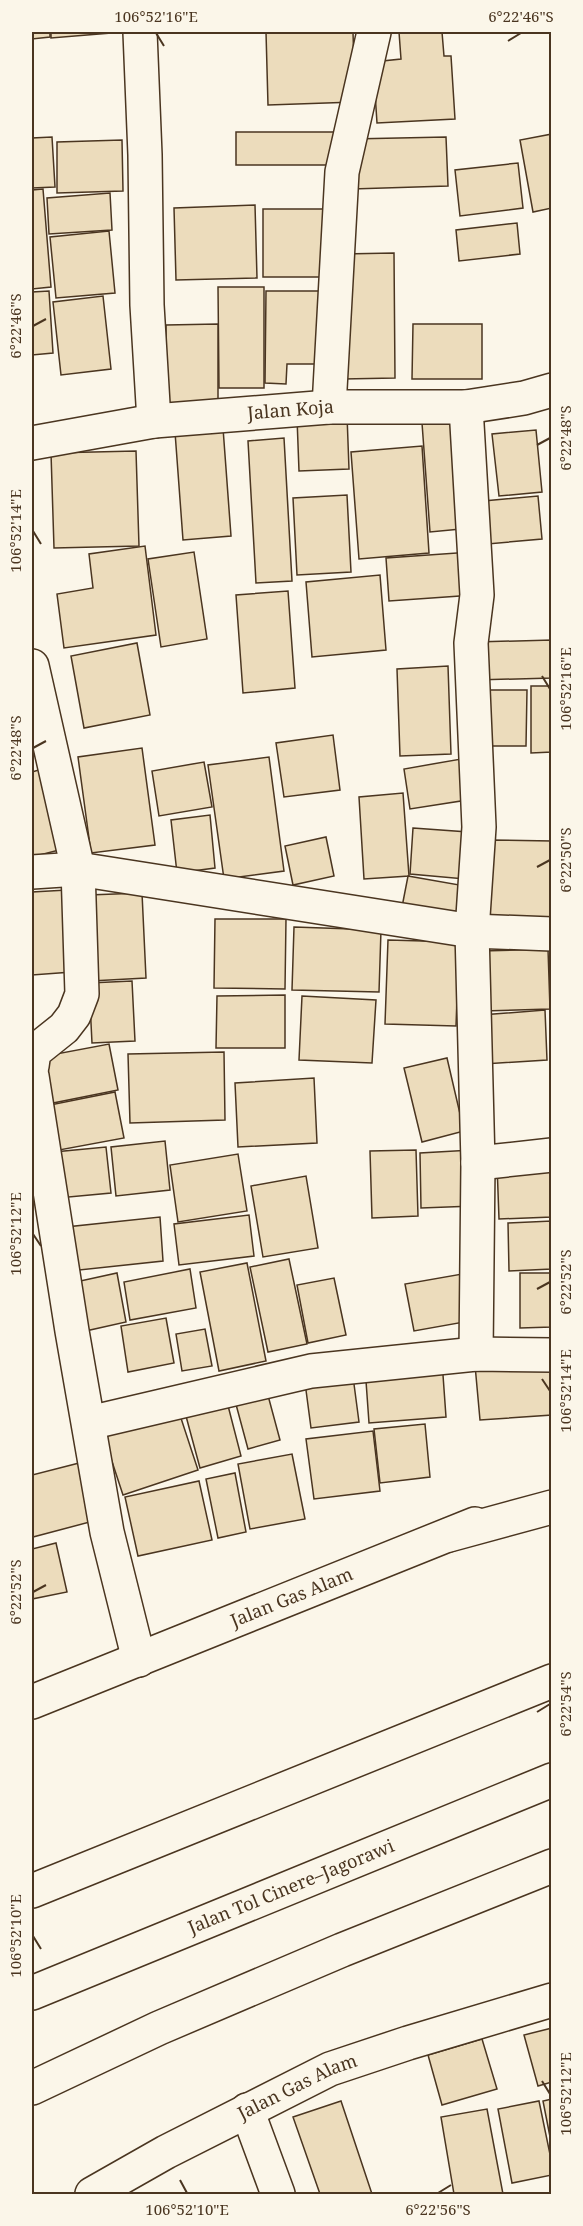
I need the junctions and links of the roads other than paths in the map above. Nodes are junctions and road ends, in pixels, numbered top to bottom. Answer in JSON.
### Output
{"nodes":[{"id":1,"x":140,"y":32,"type":"edge"},
{"id":2,"x":374,"y":32,"type":"edge"},
{"id":3,"x":552,"y":390,"type":"edge"},
{"id":4,"x":329,"y":407,"type":"junction"},
{"id":5,"x":466,"y":407,"type":"junction"},
{"id":6,"x":154,"y":421,"type":"junction"},
{"id":7,"x":32,"y":443,"type":"edge"},
{"id":8,"x":32,"y":666,"type":"edge"},
{"id":9,"x":78,"y":869,"type":"junction"},
{"id":10,"x":32,"y":872,"type":"edge"},
{"id":11,"x":472,"y":931,"type":"junction"},
{"id":12,"x":552,"y":934,"type":"edge"},
{"id":13,"x":32,"y":1066,"type":"edge"},
{"id":14,"x":32,"y":1076,"type":"edge"},
{"id":15,"x":552,"y":1155,"type":"edge"},
{"id":16,"x":478,"y":1163,"type":"junction"},
{"id":17,"x":476,"y":1354,"type":"junction"},
{"id":18,"x":552,"y":1355,"type":"edge"},
{"id":19,"x":89,"y":1423,"type":"junction"},
{"id":20,"x":552,"y":1491,"type":"edge"},
{"id":21,"x":552,"y":1507,"type":"edge"},
{"id":22,"x":449,"y":1535,"type":"junction"},
{"id":23,"x":139,"y":1660,"type":"junction"},
{"id":24,"x":552,"y":1681,"type":"edge"},
{"id":25,"x":32,"y":1702,"type":"edge"},
{"id":26,"x":552,"y":1780,"type":"edge"},
{"id":27,"x":552,"y":1866,"type":"edge"},
{"id":28,"x":32,"y":1891,"type":"edge"},
{"id":29,"x":32,"y":1993,"type":"edge"},
{"id":30,"x":552,"y":2000,"type":"edge"},
{"id":31,"x":32,"y":2088,"type":"edge"},
{"id":32,"x":247,"y":2110,"type":"junction"},
{"id":33,"x":92,"y":2194,"type":"edge"},
{"id":34,"x":279,"y":2194,"type":"edge"}],
"edges":[{"from":1,"to":6,"type":"main road"},
{"from":2,"to":4,"type":"main road"},
{"from":3,"to":5,"type":"main road","name":"Jalan Koja"},
{"from":4,"to":5,"type":"main road","name":"Jalan Koja"},
{"from":4,"to":6,"type":"main road","name":"Jalan Koja"},
{"from":5,"to":11,"type":"main road"},
{"from":6,"to":7,"type":"main road","name":"Jalan Koja"},
{"from":8,"to":9,"type":"main road"},
{"from":9,"to":10,"type":"main road"},
{"from":9,"to":11,"type":"main road"},
{"from":9,"to":13,"type":"main road"},
{"from":11,"to":12,"type":"main road"},
{"from":11,"to":16,"type":"main road"},
{"from":14,"to":19,"type":"main road"},
{"from":15,"to":16,"type":"main road"},
{"from":16,"to":17,"type":"main road"},
{"from":17,"to":18,"type":"main road"},
{"from":17,"to":19,"type":"main road"},
{"from":19,"to":23,"type":"main road"},
{"from":20,"to":22,"type":"main road","name":"Jalan Gas Alam"},
{"from":21,"to":22,"type":"main road"},
{"from":22,"to":23,"type":"main road","name":"Jalan Gas Alam"},
{"from":23,"to":25,"type":"main road","name":"Jalan Gas Alam"},
{"from":24,"to":28,"type":"main road"},
{"from":26,"to":29,"type":"main road","name":"Jalan Tol Cinere–Jagorawi"},
{"from":27,"to":31,"type":"main road"},
{"from":30,"to":32,"type":"main road","name":"Jalan Gas Alam"},
{"from":32,"to":33,"type":"main road","name":"Jalan Gas Alam"},
{"from":32,"to":34,"type":"main road"}]}
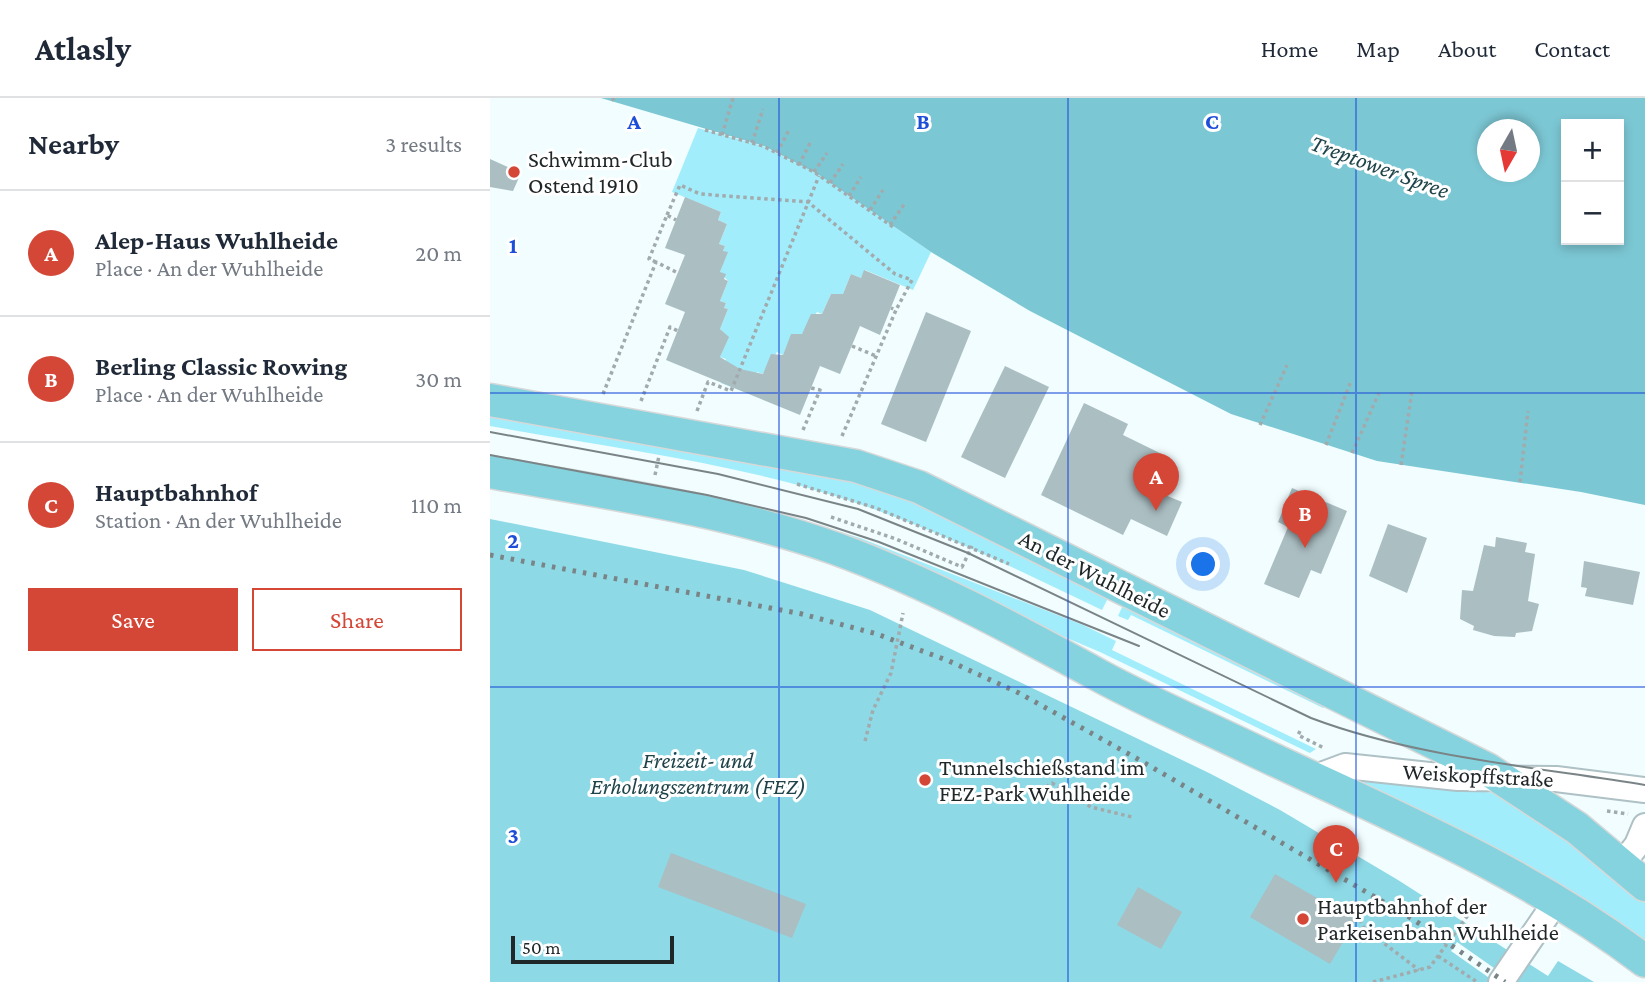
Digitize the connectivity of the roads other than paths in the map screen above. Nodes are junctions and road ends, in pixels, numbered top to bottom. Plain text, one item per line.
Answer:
1 (490, 400) edge
2 (490, 472) edge
3 (1313, 778) junction
4 (1503, 778) junction
5 (1645, 790) edge
6 (1641, 821) edge
7 (1633, 875) edge
8 (1557, 900) junction
9 (1645, 961) edge
10 (1501, 982) edge

1 - 4 main road, An der Wuhlheide
2 - 3 main road
3 - 4 street, Weiskopffstraße
3 - 8 main road
4 - 5 street, Weiskopffstraße
4 - 7 main road, An der Wuhlheide
6 - 7 street
8 - 9 main road
8 - 10 street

_ _ _ _

[Problem requirements] Only the entries themselves should be output, word for word, with all pictures omitted.

[Solution to this exercise]
I need the junctions and links of the roads other than paths in the map above. Nodes are junctions and road ends, in pixels, numbered top to bottom. Answer in JSON.
### Output
{"nodes":[{"id":1,"x":140,"y":32,"type":"edge"},
{"id":2,"x":374,"y":32,"type":"edge"},
{"id":3,"x":552,"y":390,"type":"edge"},
{"id":4,"x":329,"y":407,"type":"junction"},
{"id":5,"x":466,"y":407,"type":"junction"},
{"id":6,"x":154,"y":421,"type":"junction"},
{"id":7,"x":32,"y":443,"type":"edge"},
{"id":8,"x":32,"y":666,"type":"edge"},
{"id":9,"x":78,"y":869,"type":"junction"},
{"id":10,"x":32,"y":872,"type":"edge"},
{"id":11,"x":472,"y":931,"type":"junction"},
{"id":12,"x":552,"y":934,"type":"edge"},
{"id":13,"x":32,"y":1066,"type":"edge"},
{"id":14,"x":32,"y":1076,"type":"edge"},
{"id":15,"x":552,"y":1155,"type":"edge"},
{"id":16,"x":478,"y":1163,"type":"junction"},
{"id":17,"x":476,"y":1354,"type":"junction"},
{"id":18,"x":552,"y":1355,"type":"edge"},
{"id":19,"x":89,"y":1423,"type":"junction"},
{"id":20,"x":552,"y":1491,"type":"edge"},
{"id":21,"x":552,"y":1507,"type":"edge"},
{"id":22,"x":449,"y":1535,"type":"junction"},
{"id":23,"x":139,"y":1660,"type":"junction"},
{"id":24,"x":552,"y":1681,"type":"edge"},
{"id":25,"x":32,"y":1702,"type":"edge"},
{"id":26,"x":552,"y":1780,"type":"edge"},
{"id":27,"x":552,"y":1866,"type":"edge"},
{"id":28,"x":32,"y":1891,"type":"edge"},
{"id":29,"x":32,"y":1993,"type":"edge"},
{"id":30,"x":552,"y":2000,"type":"edge"},
{"id":31,"x":32,"y":2088,"type":"edge"},
{"id":32,"x":247,"y":2110,"type":"junction"},
{"id":33,"x":92,"y":2194,"type":"edge"},
{"id":34,"x":279,"y":2194,"type":"edge"}],
"edges":[{"from":1,"to":6,"type":"main road"},
{"from":2,"to":4,"type":"main road"},
{"from":3,"to":5,"type":"main road","name":"Jalan Koja"},
{"from":4,"to":5,"type":"main road","name":"Jalan Koja"},
{"from":4,"to":6,"type":"main road","name":"Jalan Koja"},
{"from":5,"to":11,"type":"main road"},
{"from":6,"to":7,"type":"main road","name":"Jalan Koja"},
{"from":8,"to":9,"type":"main road"},
{"from":9,"to":10,"type":"main road"},
{"from":9,"to":11,"type":"main road"},
{"from":9,"to":13,"type":"main road"},
{"from":11,"to":12,"type":"main road"},
{"from":11,"to":16,"type":"main road"},
{"from":14,"to":19,"type":"main road"},
{"from":15,"to":16,"type":"main road"},
{"from":16,"to":17,"type":"main road"},
{"from":17,"to":18,"type":"main road"},
{"from":17,"to":19,"type":"main road"},
{"from":19,"to":23,"type":"main road"},
{"from":20,"to":22,"type":"main road","name":"Jalan Gas Alam"},
{"from":21,"to":22,"type":"main road"},
{"from":22,"to":23,"type":"main road","name":"Jalan Gas Alam"},
{"from":23,"to":25,"type":"main road","name":"Jalan Gas Alam"},
{"from":24,"to":28,"type":"main road"},
{"from":26,"to":29,"type":"main road","name":"Jalan Tol Cinere–Jagorawi"},
{"from":27,"to":31,"type":"main road"},
{"from":30,"to":32,"type":"main road","name":"Jalan Gas Alam"},
{"from":32,"to":33,"type":"main road","name":"Jalan Gas Alam"},
{"from":32,"to":34,"type":"main road"}]}
Digitize the connectivity of the roads other than paths in the map screen above. Nodes are junctions and road ends, in pixels, numbered top to bottom. Plain text, one item per line.
Answer:
1 (490, 400) edge
2 (490, 472) edge
3 (1313, 778) junction
4 (1503, 778) junction
5 (1645, 790) edge
6 (1641, 821) edge
7 (1633, 875) edge
8 (1557, 900) junction
9 (1645, 961) edge
10 (1501, 982) edge

1 - 4 main road, An der Wuhlheide
2 - 3 main road
3 - 4 street, Weiskopffstraße
3 - 8 main road
4 - 5 street, Weiskopffstraße
4 - 7 main road, An der Wuhlheide
6 - 7 street
8 - 9 main road
8 - 10 street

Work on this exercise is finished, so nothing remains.